In most medicolegal assessments, the report is considered privileged information for the lawyers, and as such cannot be shown to you unless the lawyers agree. There is therefore no requirement for you to consent to the report.
If you are concerned about aspects of the report, or that the report may be missing information, you can ask the clinician who prepared the report to consider any additional factual information with a view to correcting the report.
You cannot ask the clinician to change their opinion although if there is missing factual information that you provide, this may lead to a change in opinion.
Where the report quotes a report from another clinician, you cannot ask for this to be rectified; it is a factual statement about the contents of that report.
Where information is held that is clearly factually incorrect, you can ask for this to be corrected or erased.
If you remain unhappy about the report, the best option is to prepare your own letter outlining your concerns so that the recipient of the report can consider these alongside the report.

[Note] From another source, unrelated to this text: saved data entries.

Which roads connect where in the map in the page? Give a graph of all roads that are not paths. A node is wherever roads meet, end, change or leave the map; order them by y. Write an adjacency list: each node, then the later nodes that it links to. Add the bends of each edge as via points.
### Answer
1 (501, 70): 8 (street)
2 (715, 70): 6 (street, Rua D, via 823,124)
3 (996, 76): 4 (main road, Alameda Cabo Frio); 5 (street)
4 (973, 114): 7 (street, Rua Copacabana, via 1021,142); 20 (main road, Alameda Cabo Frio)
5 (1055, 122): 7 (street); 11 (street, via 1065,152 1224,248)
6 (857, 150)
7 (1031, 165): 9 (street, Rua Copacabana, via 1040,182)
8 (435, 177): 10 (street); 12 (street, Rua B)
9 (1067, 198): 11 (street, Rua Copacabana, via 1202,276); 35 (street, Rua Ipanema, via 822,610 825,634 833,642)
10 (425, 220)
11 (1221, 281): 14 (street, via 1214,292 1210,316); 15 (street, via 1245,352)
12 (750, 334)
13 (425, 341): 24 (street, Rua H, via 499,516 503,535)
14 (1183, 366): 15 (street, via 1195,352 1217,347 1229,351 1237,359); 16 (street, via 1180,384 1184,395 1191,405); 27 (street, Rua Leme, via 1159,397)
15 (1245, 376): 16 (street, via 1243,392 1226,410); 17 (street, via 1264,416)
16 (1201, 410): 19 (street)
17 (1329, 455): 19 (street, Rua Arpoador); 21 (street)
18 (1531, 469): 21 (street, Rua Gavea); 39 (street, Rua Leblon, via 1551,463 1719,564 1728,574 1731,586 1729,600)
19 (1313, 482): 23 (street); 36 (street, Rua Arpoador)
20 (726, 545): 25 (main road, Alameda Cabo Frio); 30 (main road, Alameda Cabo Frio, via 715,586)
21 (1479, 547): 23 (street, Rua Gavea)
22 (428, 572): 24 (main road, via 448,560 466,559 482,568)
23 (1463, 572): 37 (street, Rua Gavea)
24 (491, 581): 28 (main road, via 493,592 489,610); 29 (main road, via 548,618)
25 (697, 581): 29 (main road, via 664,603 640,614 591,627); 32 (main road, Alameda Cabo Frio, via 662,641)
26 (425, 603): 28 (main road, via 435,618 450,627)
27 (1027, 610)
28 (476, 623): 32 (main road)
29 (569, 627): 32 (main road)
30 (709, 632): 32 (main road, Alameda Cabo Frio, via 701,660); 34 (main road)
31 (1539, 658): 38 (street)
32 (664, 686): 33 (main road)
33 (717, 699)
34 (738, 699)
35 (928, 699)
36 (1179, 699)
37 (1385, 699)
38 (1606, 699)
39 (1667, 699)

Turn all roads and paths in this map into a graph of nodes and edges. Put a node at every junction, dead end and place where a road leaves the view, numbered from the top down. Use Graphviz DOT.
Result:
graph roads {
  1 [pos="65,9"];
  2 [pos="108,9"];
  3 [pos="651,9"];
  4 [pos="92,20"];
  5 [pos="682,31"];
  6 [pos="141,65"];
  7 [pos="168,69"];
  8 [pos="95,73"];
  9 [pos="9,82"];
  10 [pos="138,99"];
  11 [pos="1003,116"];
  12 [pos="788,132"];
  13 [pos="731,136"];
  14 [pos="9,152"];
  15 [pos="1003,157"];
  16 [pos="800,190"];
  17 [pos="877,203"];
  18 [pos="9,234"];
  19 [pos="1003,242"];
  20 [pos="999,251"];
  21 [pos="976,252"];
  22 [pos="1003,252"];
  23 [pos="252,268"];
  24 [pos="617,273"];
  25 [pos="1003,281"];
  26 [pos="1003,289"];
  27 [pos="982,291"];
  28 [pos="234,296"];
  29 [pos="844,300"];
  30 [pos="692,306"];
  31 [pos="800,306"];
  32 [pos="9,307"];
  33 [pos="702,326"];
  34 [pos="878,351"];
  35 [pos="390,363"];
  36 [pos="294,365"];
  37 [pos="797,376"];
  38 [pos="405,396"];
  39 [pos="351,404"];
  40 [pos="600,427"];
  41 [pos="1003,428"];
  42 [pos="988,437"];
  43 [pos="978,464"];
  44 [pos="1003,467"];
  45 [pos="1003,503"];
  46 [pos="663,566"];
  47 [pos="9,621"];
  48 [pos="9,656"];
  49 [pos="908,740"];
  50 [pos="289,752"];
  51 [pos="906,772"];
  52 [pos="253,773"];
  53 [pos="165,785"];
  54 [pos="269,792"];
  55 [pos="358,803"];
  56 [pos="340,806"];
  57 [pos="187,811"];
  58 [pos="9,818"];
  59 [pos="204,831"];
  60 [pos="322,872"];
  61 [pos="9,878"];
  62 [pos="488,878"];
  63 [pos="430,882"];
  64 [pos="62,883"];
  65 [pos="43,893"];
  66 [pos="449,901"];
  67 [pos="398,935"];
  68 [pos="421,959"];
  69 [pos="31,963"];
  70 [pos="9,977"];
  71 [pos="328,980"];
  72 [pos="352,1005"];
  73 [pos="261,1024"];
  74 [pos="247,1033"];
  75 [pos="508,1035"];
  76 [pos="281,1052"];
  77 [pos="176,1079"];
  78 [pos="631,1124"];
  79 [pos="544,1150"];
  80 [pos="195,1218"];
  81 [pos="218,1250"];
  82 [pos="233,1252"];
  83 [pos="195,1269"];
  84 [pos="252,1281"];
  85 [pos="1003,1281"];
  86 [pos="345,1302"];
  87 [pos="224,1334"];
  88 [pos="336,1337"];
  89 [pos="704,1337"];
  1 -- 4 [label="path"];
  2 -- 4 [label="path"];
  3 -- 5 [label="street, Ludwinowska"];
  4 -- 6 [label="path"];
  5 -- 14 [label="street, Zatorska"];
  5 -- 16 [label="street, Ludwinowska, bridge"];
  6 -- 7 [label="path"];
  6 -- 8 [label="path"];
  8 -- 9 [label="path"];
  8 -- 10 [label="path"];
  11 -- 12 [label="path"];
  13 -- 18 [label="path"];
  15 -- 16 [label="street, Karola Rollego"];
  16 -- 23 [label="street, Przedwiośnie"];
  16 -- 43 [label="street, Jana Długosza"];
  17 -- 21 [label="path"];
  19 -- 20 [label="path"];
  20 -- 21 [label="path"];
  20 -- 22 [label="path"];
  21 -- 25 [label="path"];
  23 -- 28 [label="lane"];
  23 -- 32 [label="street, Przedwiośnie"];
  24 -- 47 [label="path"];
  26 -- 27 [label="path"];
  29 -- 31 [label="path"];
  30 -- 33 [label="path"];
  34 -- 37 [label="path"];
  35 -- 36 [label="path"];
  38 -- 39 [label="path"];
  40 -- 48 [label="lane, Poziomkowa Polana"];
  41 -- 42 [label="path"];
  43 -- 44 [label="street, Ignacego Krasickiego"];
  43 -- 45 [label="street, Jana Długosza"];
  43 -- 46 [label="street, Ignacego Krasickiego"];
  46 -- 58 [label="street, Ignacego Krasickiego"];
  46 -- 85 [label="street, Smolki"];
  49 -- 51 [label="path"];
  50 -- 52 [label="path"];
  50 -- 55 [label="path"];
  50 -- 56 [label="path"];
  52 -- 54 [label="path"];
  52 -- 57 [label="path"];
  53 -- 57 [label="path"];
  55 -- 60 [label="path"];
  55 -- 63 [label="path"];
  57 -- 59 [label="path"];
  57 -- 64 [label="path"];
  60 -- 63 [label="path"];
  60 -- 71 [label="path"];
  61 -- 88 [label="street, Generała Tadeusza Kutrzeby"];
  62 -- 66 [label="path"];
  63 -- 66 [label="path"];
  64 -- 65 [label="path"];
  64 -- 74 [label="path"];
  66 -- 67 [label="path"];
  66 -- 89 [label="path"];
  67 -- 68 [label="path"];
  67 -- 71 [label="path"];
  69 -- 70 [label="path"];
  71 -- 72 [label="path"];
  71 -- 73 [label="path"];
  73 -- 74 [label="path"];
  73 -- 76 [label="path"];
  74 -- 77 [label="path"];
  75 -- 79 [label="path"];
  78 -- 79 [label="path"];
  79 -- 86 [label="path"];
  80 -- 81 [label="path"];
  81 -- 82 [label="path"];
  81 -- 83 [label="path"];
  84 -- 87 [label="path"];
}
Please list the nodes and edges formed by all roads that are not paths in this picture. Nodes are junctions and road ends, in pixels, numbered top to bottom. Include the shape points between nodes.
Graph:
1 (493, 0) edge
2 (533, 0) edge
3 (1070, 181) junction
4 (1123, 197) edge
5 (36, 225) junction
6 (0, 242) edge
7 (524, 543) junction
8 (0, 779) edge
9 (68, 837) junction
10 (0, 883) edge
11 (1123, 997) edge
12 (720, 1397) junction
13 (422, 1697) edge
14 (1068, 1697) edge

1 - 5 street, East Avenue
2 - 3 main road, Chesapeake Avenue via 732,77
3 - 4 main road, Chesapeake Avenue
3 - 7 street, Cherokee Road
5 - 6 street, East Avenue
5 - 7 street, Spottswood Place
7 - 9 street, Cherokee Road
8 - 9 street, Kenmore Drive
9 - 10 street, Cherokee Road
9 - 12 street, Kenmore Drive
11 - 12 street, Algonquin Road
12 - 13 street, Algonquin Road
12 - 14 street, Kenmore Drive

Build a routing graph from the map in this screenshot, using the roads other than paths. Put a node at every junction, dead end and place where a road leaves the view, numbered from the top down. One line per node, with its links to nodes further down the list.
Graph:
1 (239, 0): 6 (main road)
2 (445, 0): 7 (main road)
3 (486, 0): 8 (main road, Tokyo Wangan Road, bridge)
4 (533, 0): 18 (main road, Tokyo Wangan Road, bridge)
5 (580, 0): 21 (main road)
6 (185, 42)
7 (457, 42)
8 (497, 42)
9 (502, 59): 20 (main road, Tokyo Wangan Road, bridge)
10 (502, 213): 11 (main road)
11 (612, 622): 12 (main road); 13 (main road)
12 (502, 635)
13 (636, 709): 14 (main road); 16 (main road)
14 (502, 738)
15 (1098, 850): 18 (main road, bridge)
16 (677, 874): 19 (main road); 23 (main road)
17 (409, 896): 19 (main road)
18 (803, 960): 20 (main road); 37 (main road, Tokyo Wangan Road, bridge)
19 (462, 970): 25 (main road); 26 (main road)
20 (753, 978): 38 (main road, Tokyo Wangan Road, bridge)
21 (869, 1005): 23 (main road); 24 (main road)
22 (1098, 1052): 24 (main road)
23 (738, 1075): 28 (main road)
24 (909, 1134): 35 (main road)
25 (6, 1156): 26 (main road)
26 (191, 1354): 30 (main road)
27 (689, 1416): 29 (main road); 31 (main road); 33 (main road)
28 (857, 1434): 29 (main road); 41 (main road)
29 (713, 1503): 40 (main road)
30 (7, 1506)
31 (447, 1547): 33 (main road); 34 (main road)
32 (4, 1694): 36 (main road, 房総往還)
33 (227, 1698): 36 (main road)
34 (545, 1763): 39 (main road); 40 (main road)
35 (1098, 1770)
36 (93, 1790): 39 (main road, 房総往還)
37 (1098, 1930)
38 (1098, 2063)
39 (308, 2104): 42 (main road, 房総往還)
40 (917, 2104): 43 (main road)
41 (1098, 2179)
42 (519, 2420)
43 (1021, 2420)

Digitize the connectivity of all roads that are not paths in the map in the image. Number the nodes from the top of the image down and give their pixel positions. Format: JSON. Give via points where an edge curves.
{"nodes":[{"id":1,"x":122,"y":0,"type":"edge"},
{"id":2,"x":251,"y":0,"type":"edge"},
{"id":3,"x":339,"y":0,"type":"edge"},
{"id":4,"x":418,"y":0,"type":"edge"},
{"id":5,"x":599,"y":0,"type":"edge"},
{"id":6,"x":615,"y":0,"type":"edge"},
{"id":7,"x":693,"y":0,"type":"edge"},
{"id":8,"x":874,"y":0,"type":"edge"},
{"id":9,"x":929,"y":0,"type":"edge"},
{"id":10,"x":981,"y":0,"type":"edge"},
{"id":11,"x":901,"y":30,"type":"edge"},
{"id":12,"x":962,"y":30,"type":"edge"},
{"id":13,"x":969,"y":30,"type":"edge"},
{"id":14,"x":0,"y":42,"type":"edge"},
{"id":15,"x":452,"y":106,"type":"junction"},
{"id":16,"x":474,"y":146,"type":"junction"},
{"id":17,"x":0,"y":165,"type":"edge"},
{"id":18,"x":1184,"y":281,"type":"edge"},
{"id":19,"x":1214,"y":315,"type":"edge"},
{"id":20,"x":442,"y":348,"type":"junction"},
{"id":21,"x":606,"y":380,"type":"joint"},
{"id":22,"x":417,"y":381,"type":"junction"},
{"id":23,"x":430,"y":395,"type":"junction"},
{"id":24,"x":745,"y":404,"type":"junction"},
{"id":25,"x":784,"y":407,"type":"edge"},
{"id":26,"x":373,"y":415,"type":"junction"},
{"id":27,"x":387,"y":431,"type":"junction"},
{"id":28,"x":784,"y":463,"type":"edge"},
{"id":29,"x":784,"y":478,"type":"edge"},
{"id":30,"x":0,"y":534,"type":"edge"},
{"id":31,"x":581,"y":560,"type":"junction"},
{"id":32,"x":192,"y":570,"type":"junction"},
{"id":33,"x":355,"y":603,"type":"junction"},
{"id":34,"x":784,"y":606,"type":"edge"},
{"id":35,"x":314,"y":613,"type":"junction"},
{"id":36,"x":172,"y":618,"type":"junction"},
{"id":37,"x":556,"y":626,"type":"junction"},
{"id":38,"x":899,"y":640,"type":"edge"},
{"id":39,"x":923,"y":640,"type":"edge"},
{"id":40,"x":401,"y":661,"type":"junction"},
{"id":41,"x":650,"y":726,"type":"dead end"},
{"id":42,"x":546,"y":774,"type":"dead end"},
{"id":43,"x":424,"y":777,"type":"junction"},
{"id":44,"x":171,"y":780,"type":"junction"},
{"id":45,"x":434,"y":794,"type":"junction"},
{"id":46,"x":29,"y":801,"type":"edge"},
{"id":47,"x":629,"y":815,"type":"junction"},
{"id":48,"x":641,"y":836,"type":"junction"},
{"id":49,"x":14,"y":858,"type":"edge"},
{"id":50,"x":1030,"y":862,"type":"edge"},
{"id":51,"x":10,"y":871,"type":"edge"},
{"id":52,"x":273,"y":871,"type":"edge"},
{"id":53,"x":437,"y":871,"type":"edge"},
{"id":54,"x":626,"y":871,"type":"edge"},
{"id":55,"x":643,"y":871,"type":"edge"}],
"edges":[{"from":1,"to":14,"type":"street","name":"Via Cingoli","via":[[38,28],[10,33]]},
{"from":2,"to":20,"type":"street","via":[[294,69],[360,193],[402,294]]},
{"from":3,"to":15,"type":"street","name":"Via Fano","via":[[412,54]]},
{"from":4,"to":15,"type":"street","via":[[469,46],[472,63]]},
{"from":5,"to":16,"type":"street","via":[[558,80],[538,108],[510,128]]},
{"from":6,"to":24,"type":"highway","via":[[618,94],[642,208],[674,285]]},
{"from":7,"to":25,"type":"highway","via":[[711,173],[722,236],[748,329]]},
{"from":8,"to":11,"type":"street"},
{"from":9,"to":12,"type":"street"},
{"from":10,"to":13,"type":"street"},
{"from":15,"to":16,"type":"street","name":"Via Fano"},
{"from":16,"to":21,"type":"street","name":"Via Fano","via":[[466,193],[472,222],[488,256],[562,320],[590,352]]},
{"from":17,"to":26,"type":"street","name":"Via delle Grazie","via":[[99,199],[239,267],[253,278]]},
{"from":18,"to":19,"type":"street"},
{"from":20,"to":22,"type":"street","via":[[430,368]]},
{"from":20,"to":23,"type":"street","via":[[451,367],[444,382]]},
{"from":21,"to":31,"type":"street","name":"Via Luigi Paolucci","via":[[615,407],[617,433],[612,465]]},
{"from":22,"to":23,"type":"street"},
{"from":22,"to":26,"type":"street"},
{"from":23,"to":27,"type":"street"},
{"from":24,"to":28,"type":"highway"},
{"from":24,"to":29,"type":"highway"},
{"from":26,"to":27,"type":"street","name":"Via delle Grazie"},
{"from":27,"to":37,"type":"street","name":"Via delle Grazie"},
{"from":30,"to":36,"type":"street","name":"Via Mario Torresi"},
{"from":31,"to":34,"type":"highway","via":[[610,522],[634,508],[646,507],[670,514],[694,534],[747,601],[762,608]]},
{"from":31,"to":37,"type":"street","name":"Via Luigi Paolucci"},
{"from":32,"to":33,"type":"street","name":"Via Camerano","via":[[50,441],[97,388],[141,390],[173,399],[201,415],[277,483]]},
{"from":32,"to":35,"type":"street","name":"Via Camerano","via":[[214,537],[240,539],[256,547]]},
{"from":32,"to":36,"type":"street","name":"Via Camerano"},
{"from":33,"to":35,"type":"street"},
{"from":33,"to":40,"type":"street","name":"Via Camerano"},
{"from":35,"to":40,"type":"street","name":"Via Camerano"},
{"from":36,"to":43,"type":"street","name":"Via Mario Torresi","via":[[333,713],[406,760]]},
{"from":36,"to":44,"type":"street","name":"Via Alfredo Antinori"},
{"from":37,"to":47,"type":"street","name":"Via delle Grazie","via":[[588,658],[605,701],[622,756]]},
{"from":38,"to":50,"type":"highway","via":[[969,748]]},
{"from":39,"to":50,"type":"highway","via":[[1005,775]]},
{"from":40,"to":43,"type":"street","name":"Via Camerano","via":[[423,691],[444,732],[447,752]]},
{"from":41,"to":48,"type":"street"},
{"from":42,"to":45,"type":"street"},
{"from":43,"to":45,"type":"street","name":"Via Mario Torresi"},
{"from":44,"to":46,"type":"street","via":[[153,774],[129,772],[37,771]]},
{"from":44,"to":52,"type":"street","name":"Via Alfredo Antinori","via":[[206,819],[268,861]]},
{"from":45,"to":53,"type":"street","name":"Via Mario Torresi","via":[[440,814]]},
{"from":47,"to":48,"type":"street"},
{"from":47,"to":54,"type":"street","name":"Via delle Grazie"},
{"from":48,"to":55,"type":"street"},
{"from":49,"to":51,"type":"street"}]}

Data has to be stored in order to produce a report, and afterwards in case there are further questions or additional material is provided. Paper documents are usually scanned to store electronically, and paper documentation is usually destroyed by shredding within six months of a final report being sent unless there are ongoing proceedings such as legal processes. Once these processes are complete the paper documents are destroyed within six months. Paper documentation is stored in a locked filing cabinet in a locked office.
Electronic data is stored on encrypted personal computers. These are backed up using a third party, ‘Cloud Direct’, who use an encrypted transfer to encrypted storage (256-bit AES GCM Encryption) using UK Data Centres.
Electronic data is processed using Microsoft 365, who also use encrypted data storage in UK.
Electronic data used to prepare reports is deleted after a year. Electronic reports are kept for reference and audit purposes. Annual audit is undertaken for quality control, comparing outcomes with previous years to ensure consistency.
Paper records are generally avoided as the least secure option, but there are occasions when information has to be posted, when the Royal Mail ‘signed for’ service is used.
Encrypted data transfer systems are preferred, and most customers transfer documentation to Working Fit using encrypted email or encrypted login systems. Where these are not available, simple password protection and encryption is used. Complex encrypted data transfer is not used when sending reports to patients to review. Reports are converted to .pdf, encrypted and password protected, and emailed to the patient. A second email is sent with the password.
You have a right to access and receive a copy of personal data being processed. In practice, most of the data is copies of GP notes, letters and specialist reports which are accessible from your GP and specialists. The important additional data is the report produced and you will be sent a copy of this report unless you have asked not to receive it. The information will usually be sent by email as above.
There are specific times when you will not be sent all the information held. Where the information is legally privileged you may not be allowed to see it. Where information includes data about third parties this may need to be redacted before you can see the information. Where the information may cause serious harm to your mental or physical health you may not be sent it, but a copy would then usually be sent to your GP instead.